Samples: Kansas hoops conundrum and Shakespeare’s Richard III
By CHUCK SAMPLES
ISL Correspondent
Loosely translated: A point guard! A point guard! A (conference) title for a point guard!
Near the end of William Shakespeare’s Richard III, the featured character is leading his troops into a battle. The night before, ghosts of his victims appear in his dreams repeatedly, tormenting the king and openly rooting for his attackers to succeed. During the battle, Richard III gets unhorsed. Before he is slain, he cries out, “A horse, a horse, my kingdom for a horse!”

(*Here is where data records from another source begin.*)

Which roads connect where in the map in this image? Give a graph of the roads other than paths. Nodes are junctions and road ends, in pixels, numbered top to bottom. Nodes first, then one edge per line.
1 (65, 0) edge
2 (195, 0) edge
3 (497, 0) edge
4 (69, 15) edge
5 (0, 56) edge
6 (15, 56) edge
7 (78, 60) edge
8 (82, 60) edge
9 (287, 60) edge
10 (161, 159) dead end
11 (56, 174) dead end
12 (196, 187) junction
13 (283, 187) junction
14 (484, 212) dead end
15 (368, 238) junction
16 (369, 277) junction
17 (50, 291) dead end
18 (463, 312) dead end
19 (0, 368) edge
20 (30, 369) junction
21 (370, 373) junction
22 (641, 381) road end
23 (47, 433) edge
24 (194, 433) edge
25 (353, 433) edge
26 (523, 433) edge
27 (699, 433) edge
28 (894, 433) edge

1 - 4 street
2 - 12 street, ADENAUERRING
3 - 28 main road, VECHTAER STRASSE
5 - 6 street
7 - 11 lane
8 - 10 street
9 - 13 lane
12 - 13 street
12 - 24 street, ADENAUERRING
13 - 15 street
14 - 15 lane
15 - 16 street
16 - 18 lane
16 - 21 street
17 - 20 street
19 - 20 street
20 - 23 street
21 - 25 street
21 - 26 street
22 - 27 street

I wonder if Bill Self is starting to see ghosts at the University of Kansas. Jayhawk fans already are. And though tonight’s matchup with Kansas State is of prime concern, the struggle to find a court general might be a bigger one. Just this month, KU had climbed into the Top 5 nationally based on a 13-game winning streak, but three straight losses over a week turned that into ancient history. It was bad enough to lose a better than 30-game homecourt winning streak to a good team like Oklahoma State, but the Jayhawks failed to show up and deserved every point of their upset loss at TCU — any way you look at it, one of the biggest upsets in college sports history — and then KU capped off the week by losing at Oklahoma.
What gives?
To start, KU simply doesn’t have a point guard, and it’s amazing what the absence of a true floor leader can do to negatively affect a team in critical situations. Elijah Johnson is a great shooter, but he has struggled royally in the transition to the point guard. Reserve Naadir Tharp can attack the rim with no problem. Finishing is where he has issues, and that’s problem regardless of what position you play. On top of that, this KU team seems to either enjoy living on the wild side, with close victories against Temple and Iowa State before the current three-game skid, or it can’t get out of its own way.

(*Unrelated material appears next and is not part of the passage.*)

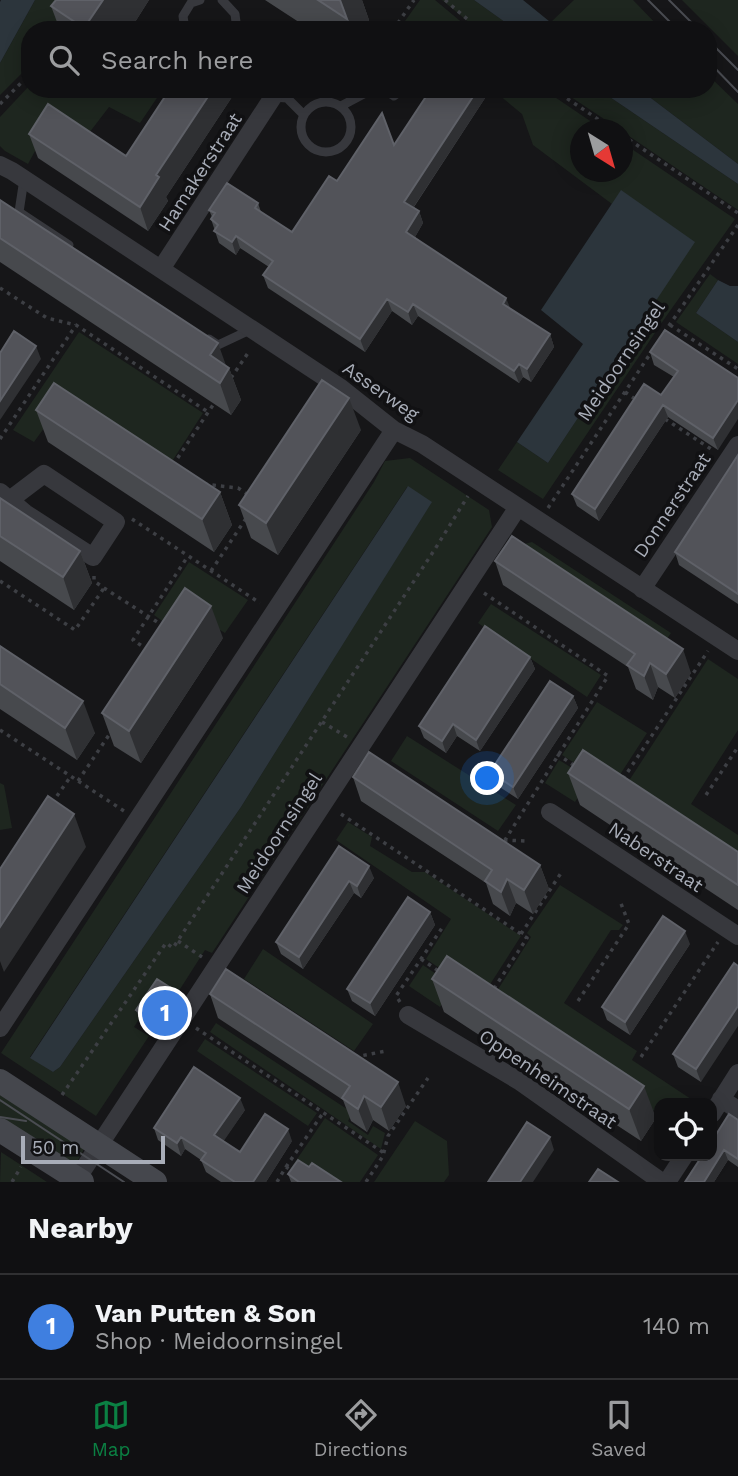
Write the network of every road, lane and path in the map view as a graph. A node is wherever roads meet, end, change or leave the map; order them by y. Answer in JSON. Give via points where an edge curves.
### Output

Part of this is the point guard situation. Part, though, is this Jayhawk team does not seem to be as mentally tough as KU fans and Coach Self have come to expect (part of that discussion is Jeff Withey hasn’t developed as expected…partly with Thomas Robinson leaving KU last year). And part of that, as weird as this may sound, may be the presence of star forward Ben McLemore. The freshman vaulted himself into the lottery NBA discussion almost immediately, but recently KU broadcasters have faulted McLemore for not making his teammates better aside from handling the scoring chore…a rather stunning indictment for somebody who is in his first (and likely only) season with the club. Whatever the reason, KU went from firm to fragile almost overnight. And now, a conference title might be worth sacrificing if necessary to find a point guard to run the ship in the NCAA tournament, the real battle that lies ahead.
Even though they now chase in-state rival Kansas State in the Big 12, making the Big Monday prime-time matchup even more intriguing, I wouldn’t say Kansas has been totally unhorsed just yet. Wait for the Big 12 postseason and the NCAA playoffs to make that determination. However, the ghosts are already telling KU fans to despair. Just like they did to Richard III.